* [What to work on]: A faithful transcript of all the lines below, with no pictures, is the goal here.

* [Stored data]:

------------------------------------------------------------

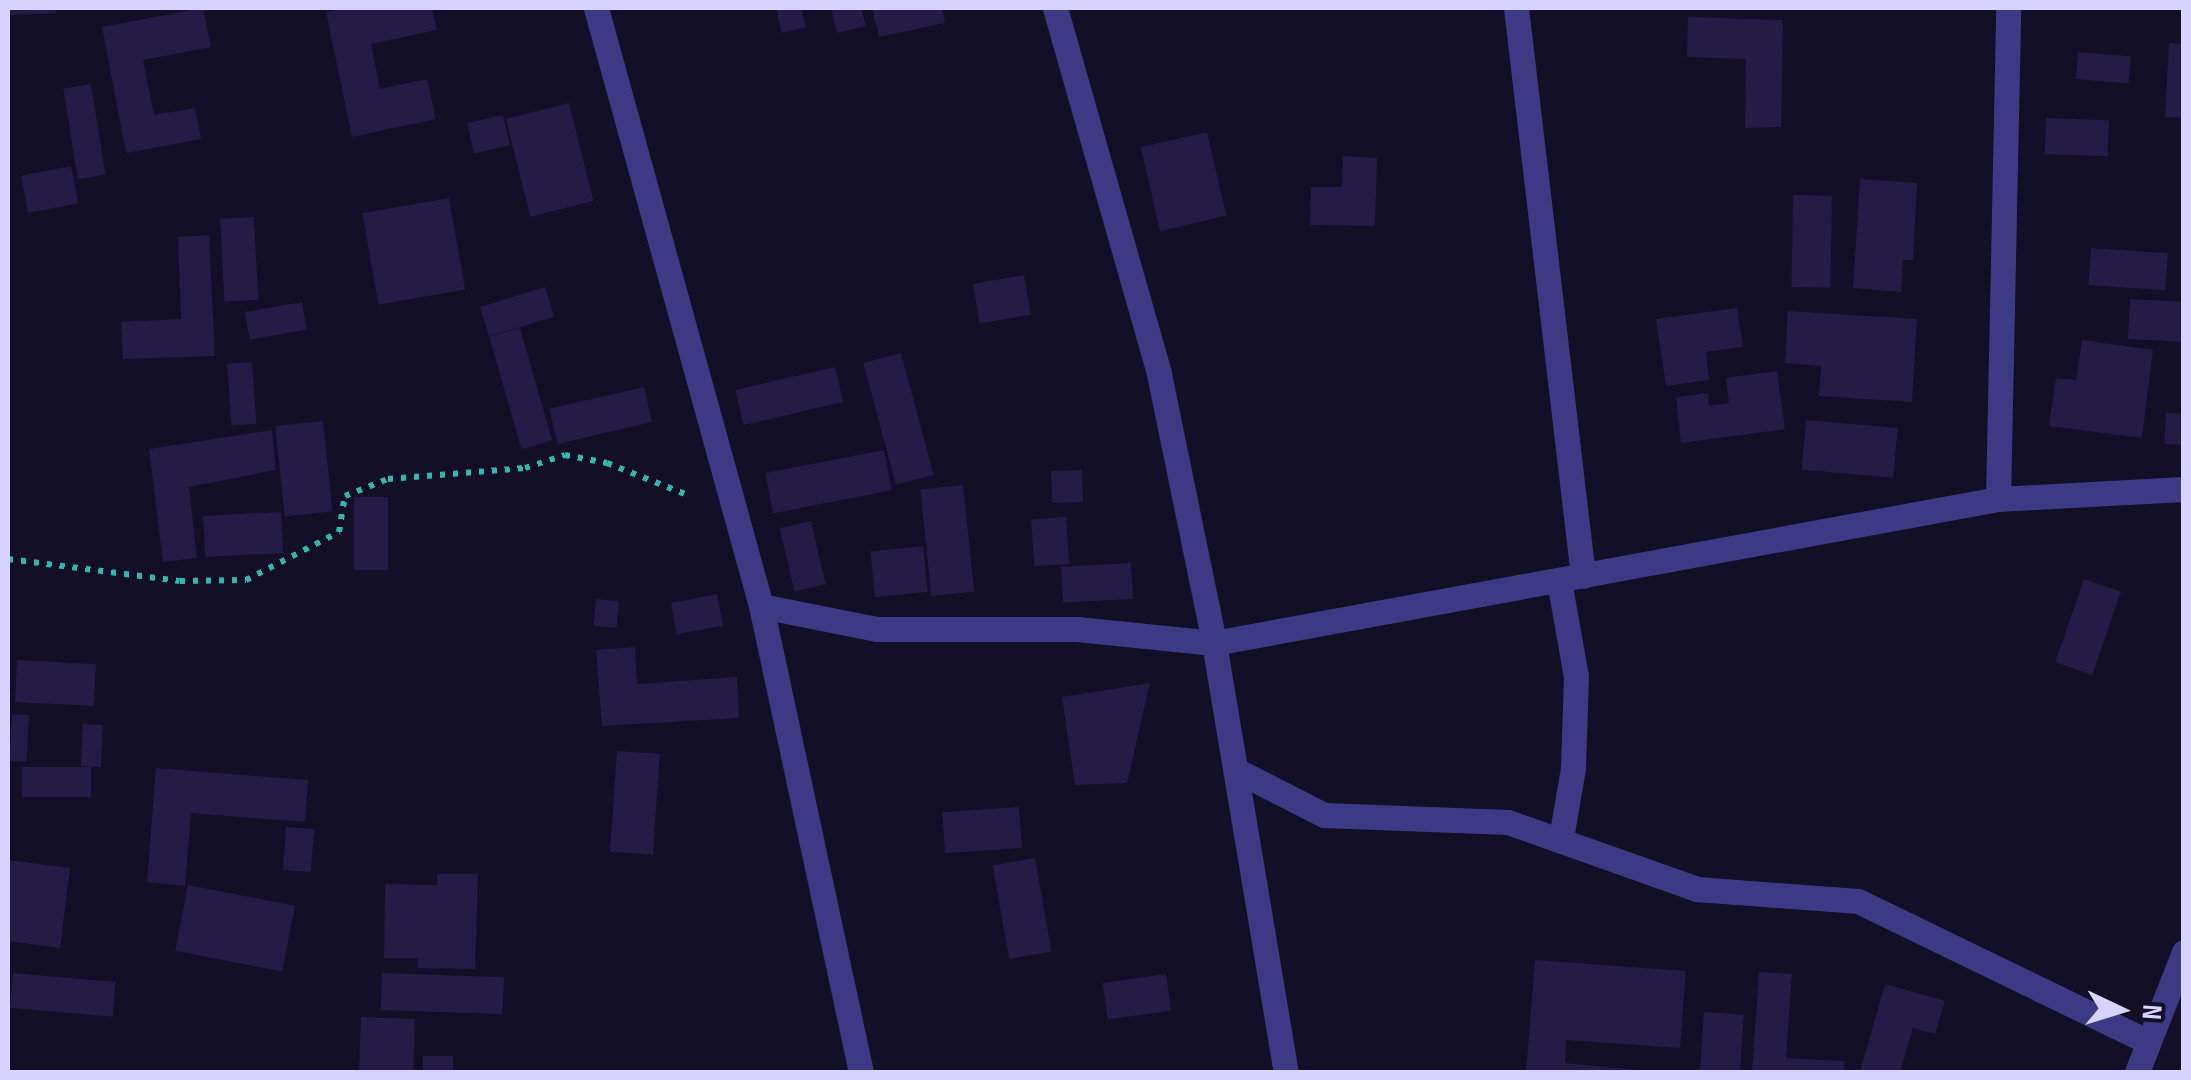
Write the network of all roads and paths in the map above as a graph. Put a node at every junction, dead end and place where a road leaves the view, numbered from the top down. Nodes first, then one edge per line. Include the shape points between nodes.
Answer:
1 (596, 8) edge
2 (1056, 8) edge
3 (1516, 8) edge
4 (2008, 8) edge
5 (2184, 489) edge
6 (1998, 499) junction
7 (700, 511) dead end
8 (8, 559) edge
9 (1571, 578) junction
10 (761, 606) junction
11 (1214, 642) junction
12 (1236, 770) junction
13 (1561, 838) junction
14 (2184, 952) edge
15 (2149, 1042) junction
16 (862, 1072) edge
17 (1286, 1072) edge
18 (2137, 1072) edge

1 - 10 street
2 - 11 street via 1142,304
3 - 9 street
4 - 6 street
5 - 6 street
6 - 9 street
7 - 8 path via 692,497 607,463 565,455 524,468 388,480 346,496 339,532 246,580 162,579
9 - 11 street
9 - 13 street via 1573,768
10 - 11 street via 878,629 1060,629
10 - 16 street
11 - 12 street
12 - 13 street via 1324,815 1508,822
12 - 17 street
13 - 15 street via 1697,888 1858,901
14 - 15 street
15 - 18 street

------------------------------------------------------------

* [Response area]:
Write the network of all roads and paths in the map above as a graph. Put a node at every junction, dead end and place where a road leaves the view, numbered from the top down. Nodes first, then one edge per line. Include the shape points between nodes.
Answer:
1 (596, 8) edge
2 (1056, 8) edge
3 (1516, 8) edge
4 (2008, 8) edge
5 (2184, 489) edge
6 (1998, 499) junction
7 (700, 511) dead end
8 (8, 559) edge
9 (1571, 578) junction
10 (761, 606) junction
11 (1214, 642) junction
12 (1236, 770) junction
13 (1561, 838) junction
14 (2184, 952) edge
15 (2149, 1042) junction
16 (862, 1072) edge
17 (1286, 1072) edge
18 (2137, 1072) edge

1 - 10 street
2 - 11 street via 1142,304
3 - 9 street
4 - 6 street
5 - 6 street
6 - 9 street
7 - 8 path via 692,497 607,463 565,455 524,468 388,480 346,496 339,532 246,580 162,579
9 - 11 street
9 - 13 street via 1573,768
10 - 11 street via 878,629 1060,629
10 - 16 street
11 - 12 street
12 - 13 street via 1324,815 1508,822
12 - 17 street
13 - 15 street via 1697,888 1858,901
14 - 15 street
15 - 18 street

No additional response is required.